Wakako Kashino (Dept. Corpus Studies, NINJAL)

Takenori Nakamura (Center for Corpus Development, NINJAL)

NINJAL = National Institute for Japanese Language and Linguistics

The article supposedly supports the claims made by scholars that there is an increasing tendency to represent words originally written in hiragana* and kanji** with katakana***.  It does so by illustrating the top 100 words from BCCWJ (Balanced Corpus of Contemporary Written Japanese) database (eliminating those used for particles, numbers, prefixes and suffixes) originally written in hiragana and kanji but frequently represented by katakana in contemporary writings. The article stresses that, unlike other studies on this issue, it selects the sources of analysis randomly and does not target particular genres of writings.

Notes:

*hiragana  Cursive syllabary " used to write native words for which there are no kanji, including grammatical particles such as から kara 'from'. Likewise, hiragana is used to write words whose kanji form is obscure, not known to the writer or readers, or too formal for the writing purpose".

**katakana  Angular syllabary " used for transcription of foreign language words into Japanese and the writing of loan words (collectively gairaigo); for emphasis; to represent onomatopoeia; for technical and scientific terms; and for names of plants, animals, minerals, and often Japanese companies."

***kanji  Chinese characters — their use in Japanese is far more complicated than in Chinese; see Victor H. Mair, ABC Dictionary of Sino-Japanese Readings (University of Hawai'i Press, 2016).

Informal response by Jim Unger:

This study is an automated analysis of the frequency of words in a large modern corpus that are written with katakana but are normatively supposed to be written in some other way.  That is, what words other than gairaigo, which one expects to see in katakana, are nevertheless found in katakana in modern texts?

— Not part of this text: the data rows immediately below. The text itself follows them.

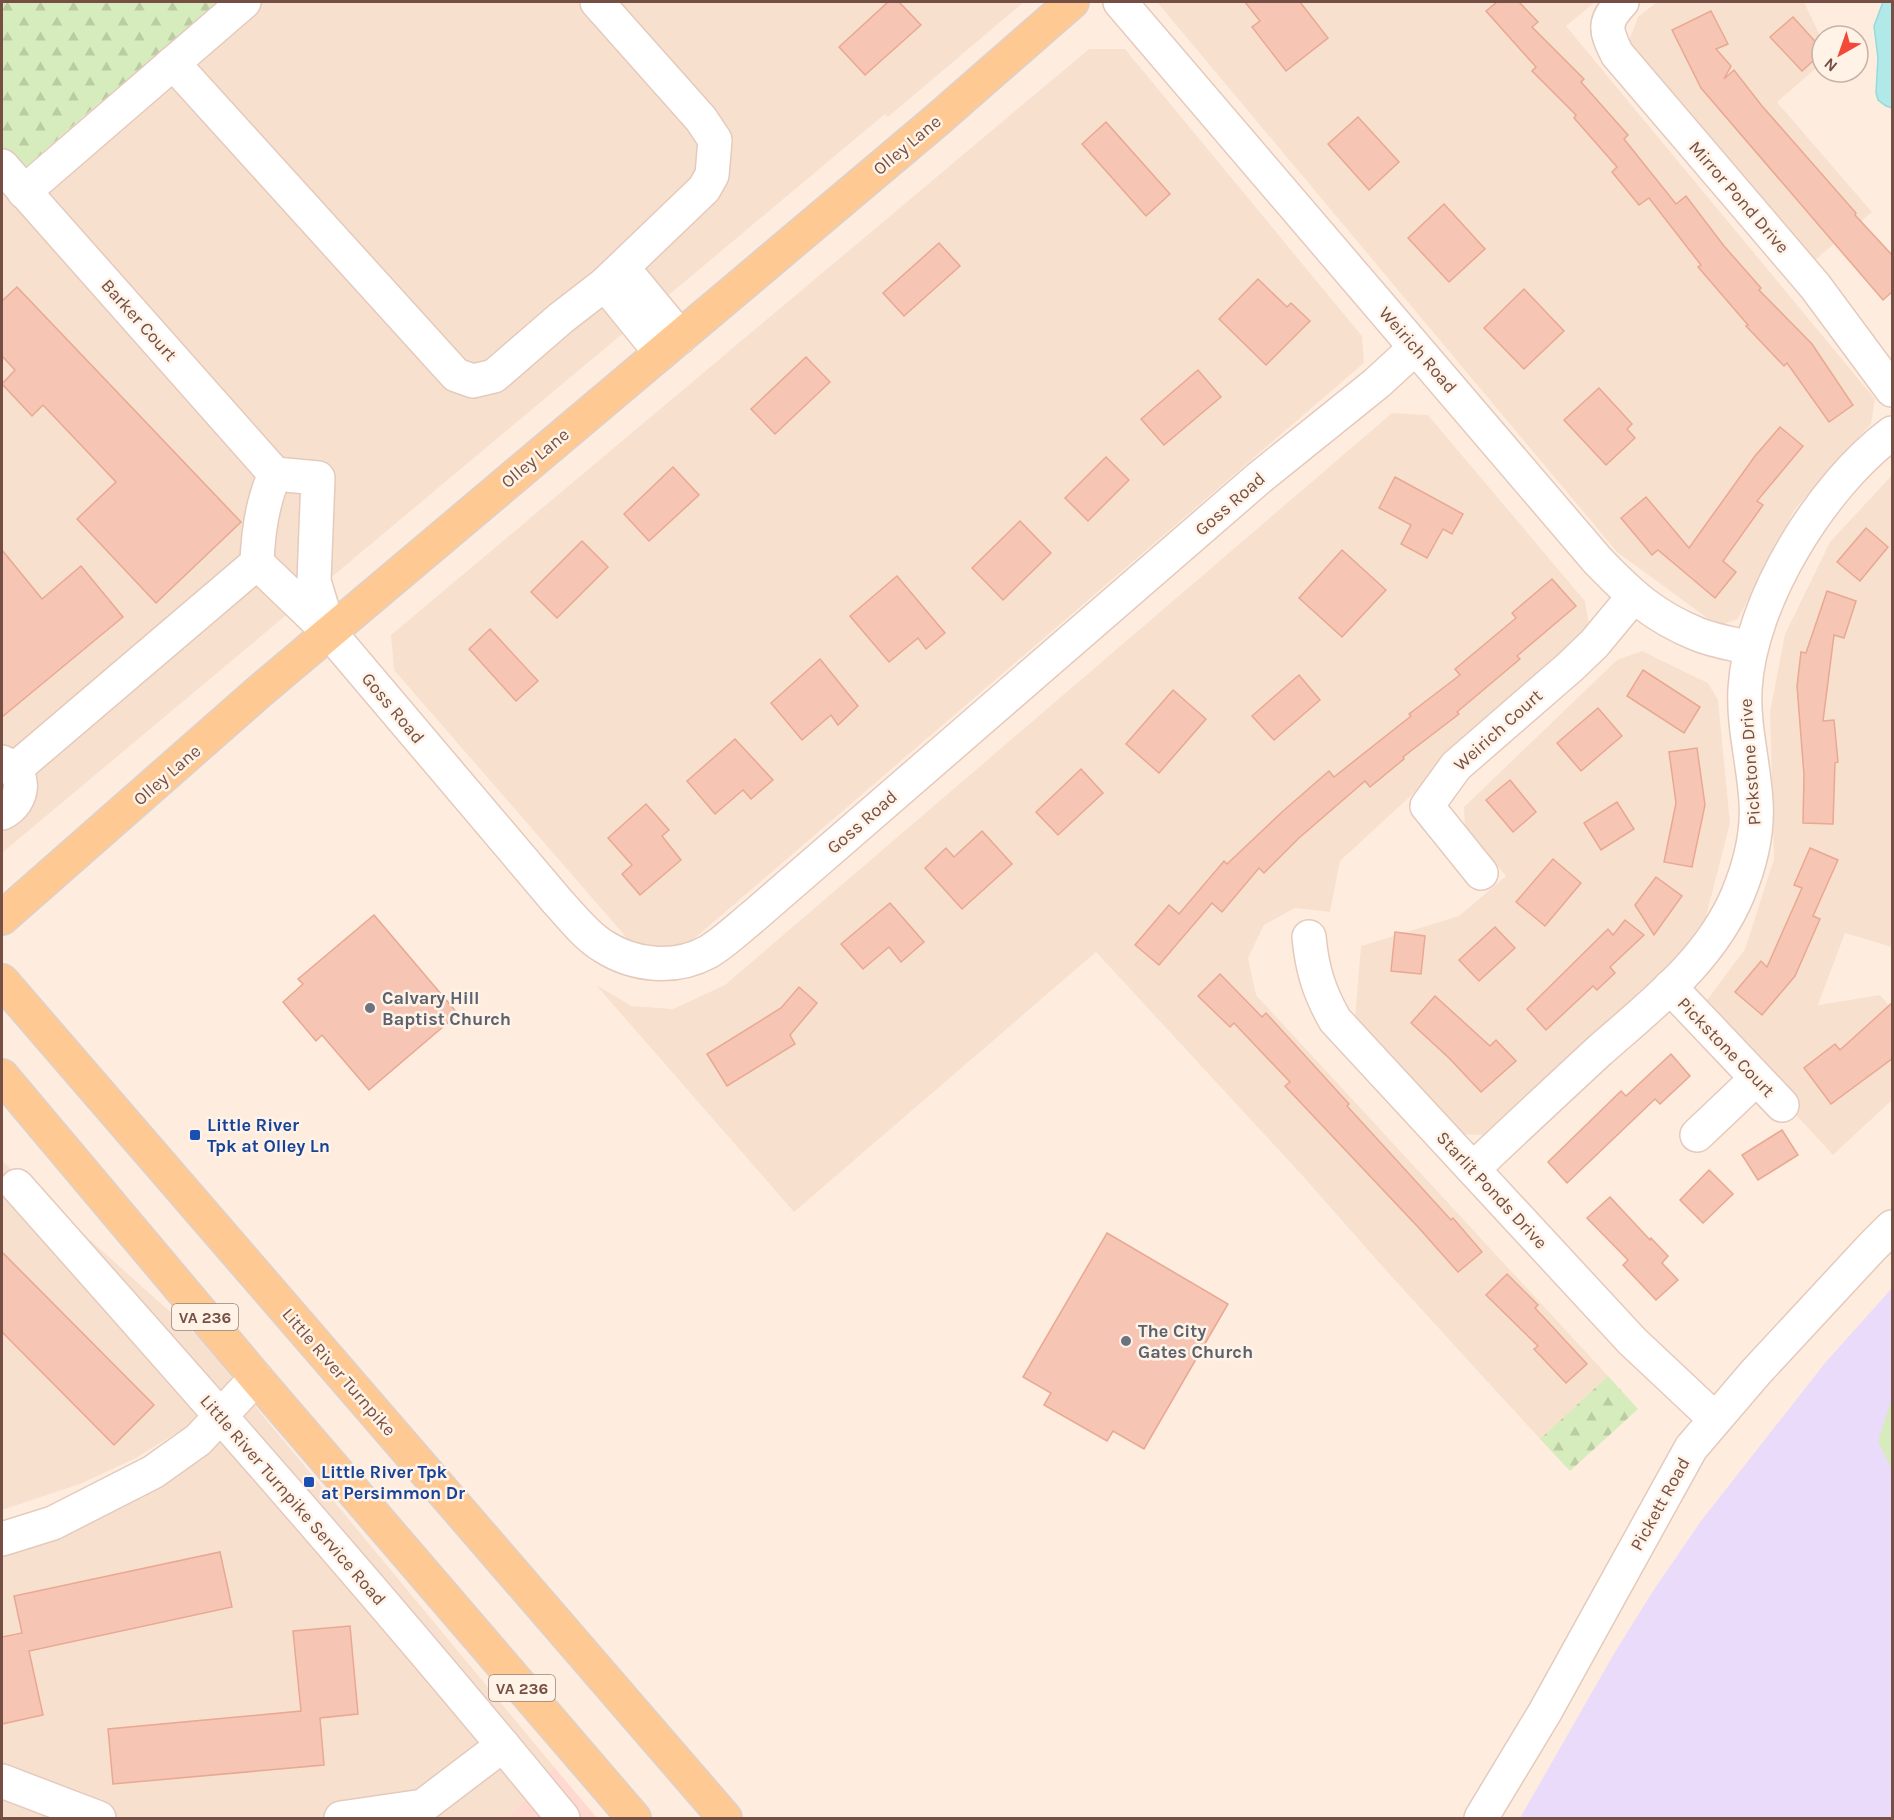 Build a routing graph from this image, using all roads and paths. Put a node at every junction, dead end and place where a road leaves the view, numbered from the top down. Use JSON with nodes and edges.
{"nodes":[{"id":1,"x":244,"y":2,"type":"edge"},
{"id":2,"x":597,"y":2,"type":"edge"},
{"id":3,"x":1072,"y":2,"type":"edge"},
{"id":4,"x":1120,"y":2,"type":"edge"},
{"id":5,"x":1622,"y":2,"type":"edge"},
{"id":6,"x":173,"y":63,"type":"junction"},
{"id":7,"x":2,"y":166,"type":"edge"},
{"id":8,"x":24,"y":192,"type":"junction"},
{"id":9,"x":614,"y":276,"type":"junction"},
{"id":10,"x":670,"y":345,"type":"junction"},
{"id":11,"x":1415,"y":348,"type":"junction"},
{"id":12,"x":1893,"y":390,"type":"edge"},
{"id":13,"x":1893,"y":433,"type":"edge"},
{"id":14,"x":275,"y":474,"type":"junction"},
{"id":15,"x":257,"y":563,"type":"junction"},
{"id":16,"x":1633,"y":597,"type":"junction"},
{"id":17,"x":330,"y":633,"type":"junction"},
{"id":18,"x":1751,"y":648,"type":"junction"},
{"id":19,"x":8,"y":766,"type":"edge"},
{"id":20,"x":2,"y":813,"type":"edge"},
{"id":21,"x":1481,"y":873,"type":"dead end"},
{"id":22,"x":2,"y":918,"type":"edge"},
{"id":23,"x":1309,"y":937,"type":"dead end"},
{"id":24,"x":2,"y":981,"type":"edge"},
{"id":25,"x":1670,"y":987,"type":"junction"},
{"id":26,"x":2,"y":1076,"type":"edge"},
{"id":27,"x":1756,"y":1079,"type":"junction"},
{"id":28,"x":1782,"y":1106,"type":"dead end"},
{"id":29,"x":1697,"y":1135,"type":"dead end"},
{"id":30,"x":1473,"y":1170,"type":"junction"},
{"id":31,"x":17,"y":1186,"type":"dead end"},
{"id":32,"x":1893,"y":1227,"type":"edge"},
{"id":33,"x":256,"y":1378,"type":"junction"},
{"id":34,"x":221,"y":1415,"type":"junction"},
{"id":35,"x":1715,"y":1419,"type":"junction"},
{"id":36,"x":2,"y":1539,"type":"edge"},
{"id":37,"x":503,"y":1745,"type":"junction"},
{"id":38,"x":2,"y":1780,"type":"edge"},
{"id":39,"x":99,"y":1818,"type":"edge"},
{"id":40,"x":341,"y":1818,"type":"edge"},
{"id":41,"x":563,"y":1818,"type":"edge"},
{"id":42,"x":634,"y":1818,"type":"edge"},
{"id":43,"x":725,"y":1818,"type":"edge"},
{"id":44,"x":1481,"y":1818,"type":"edge"}],
"edges":[{"from":1,"to":6,"type":"street"},
{"from":2,"to":9,"type":"street"},
{"from":3,"to":10,"type":"main road","name":"Olley Lane"},
{"from":4,"to":11,"type":"street","name":"Weirich Road"},
{"from":5,"to":12,"type":"street","name":"Mirror Pond Drive"},
{"from":6,"to":8,"type":"street"},
{"from":6,"to":9,"type":"street"},
{"from":7,"to":8,"type":"street","name":"Barker Court"},
{"from":8,"to":14,"type":"street","name":"Barker Court"},
{"from":9,"to":10,"type":"street"},
{"from":10,"to":17,"type":"main road","name":"Olley Lane"},
{"from":11,"to":16,"type":"street","name":"Weirich Road"},
{"from":11,"to":17,"type":"street","name":"Goss Road"},
{"from":13,"to":18,"type":"street","name":"Pickstone Drive"},
{"from":14,"to":15,"type":"street"},
{"from":14,"to":17,"type":"street"},
{"from":15,"to":17,"type":"street"},
{"from":15,"to":19,"type":"street"},
{"from":16,"to":18,"type":"street","name":"Weirich Road"},
{"from":16,"to":21,"type":"street","name":"Weirich Court"},
{"from":17,"to":22,"type":"main road","name":"Olley Lane"},
{"from":18,"to":25,"type":"street","name":"Pickstone Drive"},
{"from":19,"to":20,"type":"street"},
{"from":23,"to":30,"type":"street","name":"Starlit Ponds Drive"},
{"from":24,"to":43,"type":"main road","name":"Little River Turnpike"},
{"from":25,"to":27,"type":"street","name":"Pickstone Court"},
{"from":25,"to":30,"type":"street","name":"Pickstone Drive"},
{"from":26,"to":33,"type":"main road","number":"VA 236"},
{"from":27,"to":28,"type":"street","name":"Pickstone Court"},
{"from":27,"to":29,"type":"street"},
{"from":30,"to":35,"type":"street","name":"Starlit Ponds Drive"},
{"from":31,"to":34,"type":"street","name":"Little River Turnpike Service Road"},
{"from":32,"to":35,"type":"street","name":"Pickett Road"},
{"from":33,"to":34,"type":"street"},
{"from":33,"to":42,"type":"main road","number":"VA 236"},
{"from":34,"to":36,"type":"street"},
{"from":34,"to":37,"type":"street","name":"Little River Turnpike Service Road"},
{"from":35,"to":44,"type":"street","name":"Pickett Road"},
{"from":37,"to":40,"type":"street"},
{"from":37,"to":41,"type":"street","name":"Little River Turnpike Service Road"},
{"from":38,"to":39,"type":"street"}]} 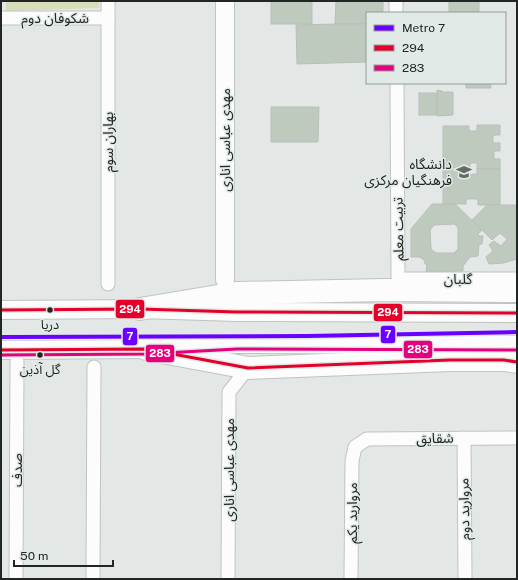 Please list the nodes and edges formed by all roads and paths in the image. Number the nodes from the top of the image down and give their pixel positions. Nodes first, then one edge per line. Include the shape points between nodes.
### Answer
1 (108, 1) edge
2 (225, 1) edge
3 (396, 1) edge
4 (396, 12) edge
5 (1, 18) edge
6 (108, 18) junction
7 (397, 84) edge
8 (398, 279) joint
9 (517, 279) edge
10 (225, 280) dead end
11 (108, 284) dead end
12 (517, 291) edge
13 (140, 309) junction
14 (1, 310) edge
15 (517, 313) edge
16 (517, 345) edge
17 (146, 349) junction
18 (1, 350) edge
19 (17, 362) dead end
20 (517, 362) edge
21 (94, 367) dead end
22 (248, 368) junction
23 (464, 438) junction
24 (517, 438) edge
25 (355, 447) joint
26 (16, 579) edge
27 (93, 579) edge
28 (228, 579) edge
29 (351, 579) edge
30 (465, 579) edge

1 - 6 street, بهاران سوم
2 - 10 main road, مهدی عباسی اناری
3 - 4 street
5 - 6 street, شکوفان دوم
6 - 11 street, بهاران سوم
7 - 8 street, تربیت معلم
8 - 9 street, گلبان
12 - 13 highway via 236,292
13 - 14 main road
13 - 15 main road
16 - 17 main road via 237,344
17 - 18 main road
17 - 22 highway
19 - 26 street, صدف
20 - 22 highway via 450,360
21 - 27 street
22 - 28 street, مهدی عباسی اناری via 229,392
23 - 24 street, شقایق
23 - 25 street, شقایق via 368,440
23 - 30 street, مروارید دوم
25 - 29 street, مروارید یکم via 352,461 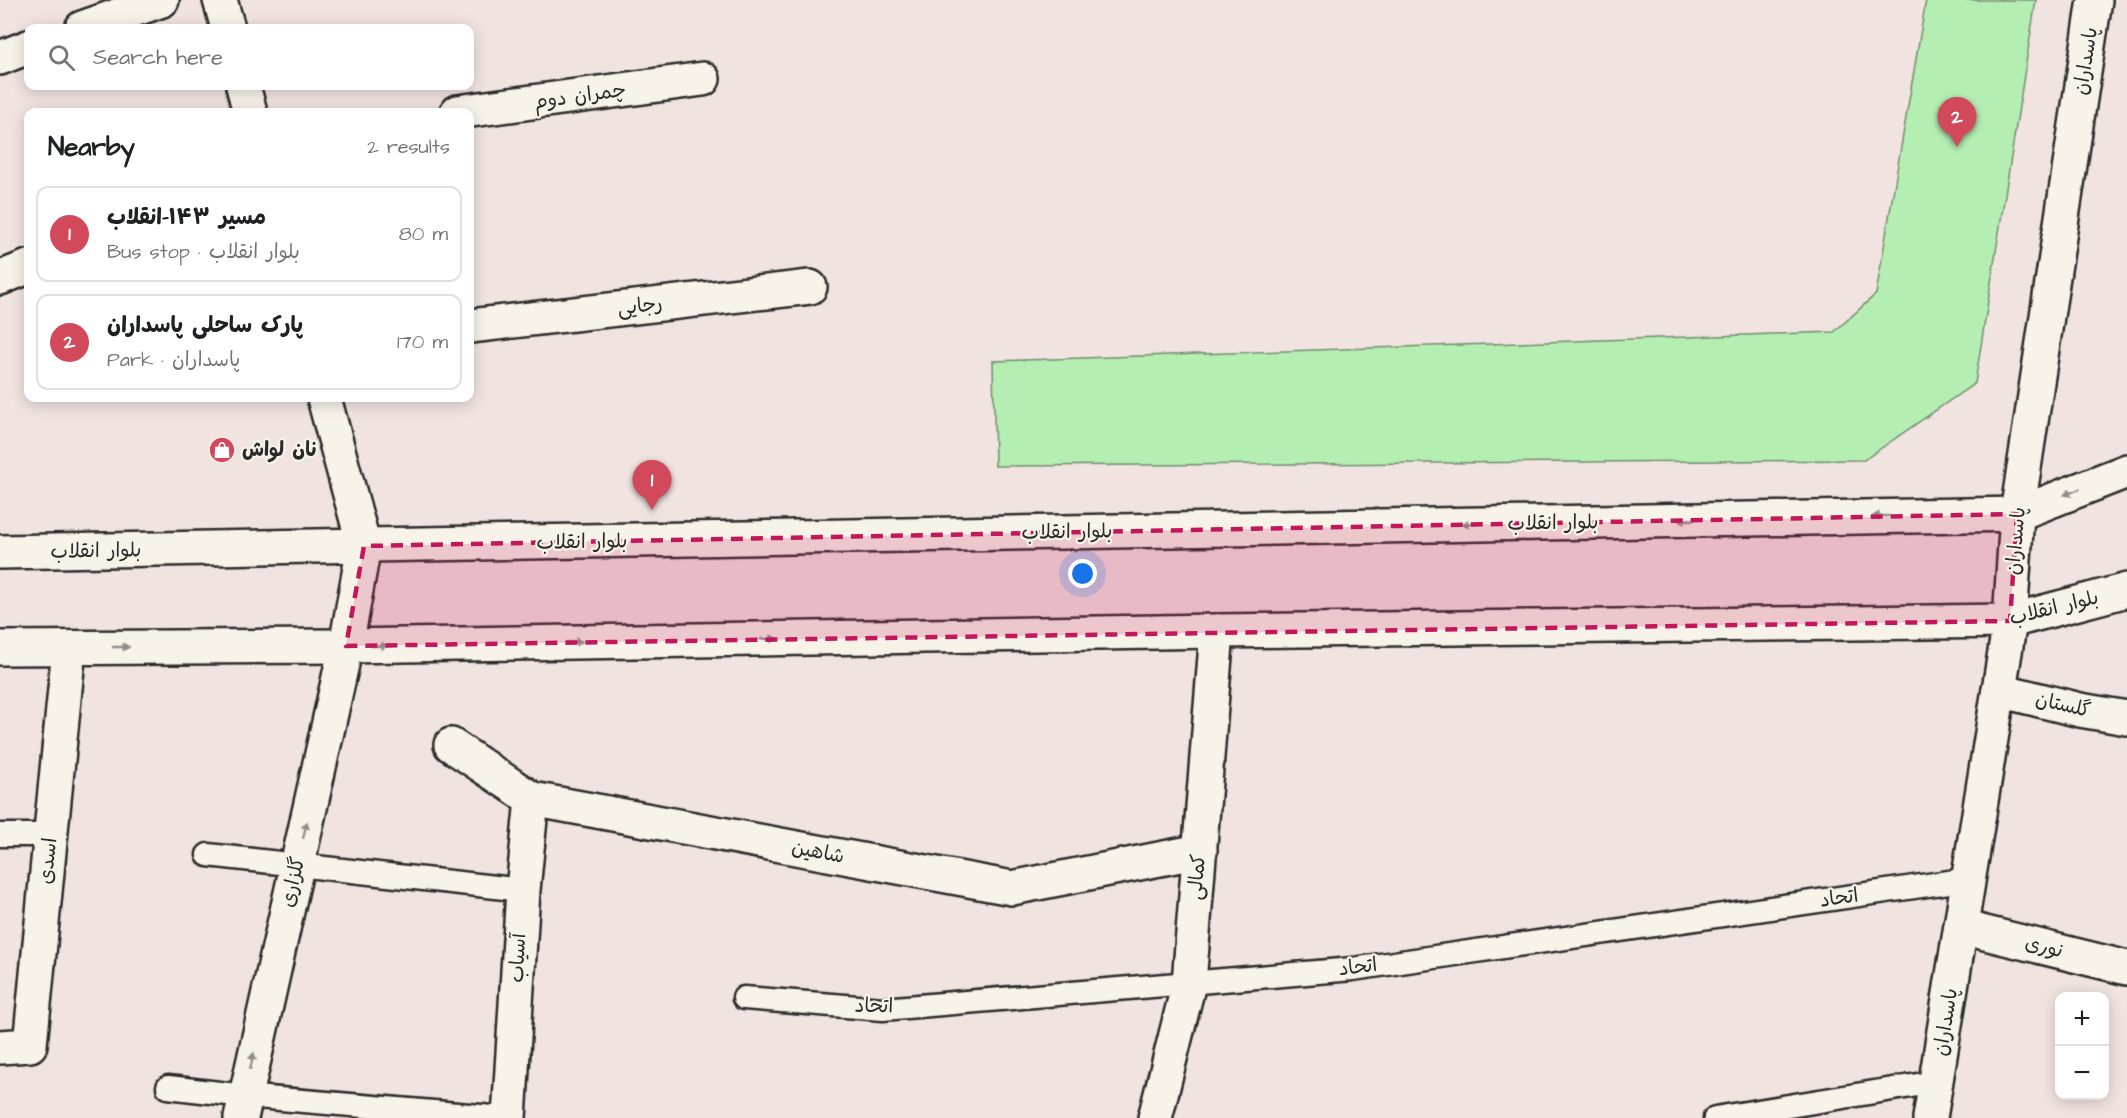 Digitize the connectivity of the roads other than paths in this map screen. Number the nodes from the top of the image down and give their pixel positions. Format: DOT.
graph roads {
  1 [pos="162,0"];
  2 [pos="220,0"];
  3 [pos="2095,0"];
  4 [pos="93,24"];
  5 [pos="227,24"];
  6 [pos="24,49"];
  7 [pos="0,58"];
  8 [pos="703,79"];
  9 [pos="244,90"];
  10 [pos="249,108"];
  11 [pos="474,110"];
  12 [pos="24,269"];
  13 [pos="0,278"];
  14 [pos="810,287"];
  15 [pos="474,326"];
  16 [pos="325,402"];
  17 [pos="2127,471"];
  18 [pos="2017,514"];
  19 [pos="364,546"];
  20 [pos="0,552"];
  21 [pos="2127,590"];
  22 [pos="2010,621"];
  23 [pos="1217,632"];
  24 [pos="346,646"];
  25 [pos="0,648"];
  26 [pos="69,648"];
  27 [pos="1999,690"];
  28 [pos="2127,718"];
  29 [pos="451,745"];
  30 [pos="532,799"];
  31 [pos="0,834"];
  32 [pos="51,835"];
  33 [pos="1200,851"];
  34 [pos="208,855"];
  35 [pos="297,864"];
  36 [pos="1969,879"];
  37 [pos="523,890"];
  38 [pos="1961,927"];
  39 [pos="2127,968"];
  40 [pos="1189,983"];
  41 [pos="744,998"];
  42 [pos="0,1047"];
  43 [pos="1936,1082"];
  44 [pos="168,1087"];
  45 [pos="243,1107"];
  46 [pos="507,1118"];
  47 [pos="1155,1118"];
  48 [pos="1715,1118"];
  49 [pos="1930,1118"];
  1 -- 4 [label="main road"];
  2 -- 5 [label="main road"];
  3 -- 18 [label="main road, پاسداران"];
  6 -- 7 [label="main road"];
  8 -- 11 [label="main road, چمران دوم"];
  9 -- 10 [label="main road"];
  12 -- 13 [label="main road"];
  14 -- 15 [label="main road, رجایی"];
  16 -- 19 [label="main road"];
  17 -- 18 [label="main road, بلوار انقلاب, one-way"];
  18 -- 19 [label="main road, بلوار انقلاب, one-way"];
  18 -- 22 [label="main road, پاسداران"];
  19 -- 20 [label="main road, بلوار انقلاب"];
  19 -- 24 [label="main road, گلزاری"];
  21 -- 22 [label="main road, بلوار انقلاب"];
  22 -- 23 [label="main road, بلوار انقلاب"];
  22 -- 27 [label="main road, پاسداران"];
  24 -- 23 [label="main road, بلوار انقلاب, one-way"];
  23 -- 33 [label="main road, کمالی"];
  26 -- 24 [label="main road, بلوار انقلاب, one-way"];
  35 -- 24 [label="main road, گلزاری, one-way"];
  25 -- 26 [label="main road, بلوار انقلاب"];
  26 -- 32 [label="main road, اسدی"];
  27 -- 28 [label="main road, گلستان"];
  27 -- 36 [label="main road, پاسداران"];
  29 -- 30 [label="main road, شاهین"];
  30 -- 33 [label="main road, شاهین"];
  30 -- 37 [label="main road, آسیاب"];
  31 -- 32 [label="lane"];
  32 -- 42 [label="main road, اسدی"];
  33 -- 40 [label="main road, کمالی"];
  34 -- 35 [label="lane"];
  35 -- 37 [label="lane"];
  45 -- 35 [label="main road, گلزاری, one-way"];
  36 -- 38 [label="main road, پاسداران"];
  36 -- 40 [label="lane, اتحاد"];
  37 -- 46 [label="main road, آسیاب"];
  38 -- 39 [label="main road, نوری"];
  38 -- 43 [label="main road, پاسداران"];
  40 -- 41 [label="lane, اتحاد"];
  40 -- 47 [label="main road, کمالی"];
  43 -- 48 [label="lane"];
  43 -- 49 [label="main road, پاسداران"];
  44 -- 45 [label="lane"];
  45 -- 46 [label="lane"];
}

Table 1 gives a breakdown of the total of approximately 105 million words in the corpus by source category.

Table 2 gives the top 100 words written in katakana rather than in kanji and/or hiragana in descending order of instances in the corpus (4th column from left). The 6th column gives the total number of times the word occurs in the corpus; the percentages in the 5th column are the ratios of the figures to the left over the figures to the right. As you can see, they vary from a high of 97.5% for #8 to 0.1% for #31. N.B. the headings in the 2nd column are just rubrics; it would have been better to write them in phonemics. E.g. #1 物 stands for 物, もの, モノ, i.e.any noun /mono/ unless the authors excluded mono 'person'—whether they did or not is unclear.  it is also unclear whether, e.g., #6 良い is just /yoi/ 'good' or is meant to include /yokatta/, /yoku nai/, /yosasoo/, etc.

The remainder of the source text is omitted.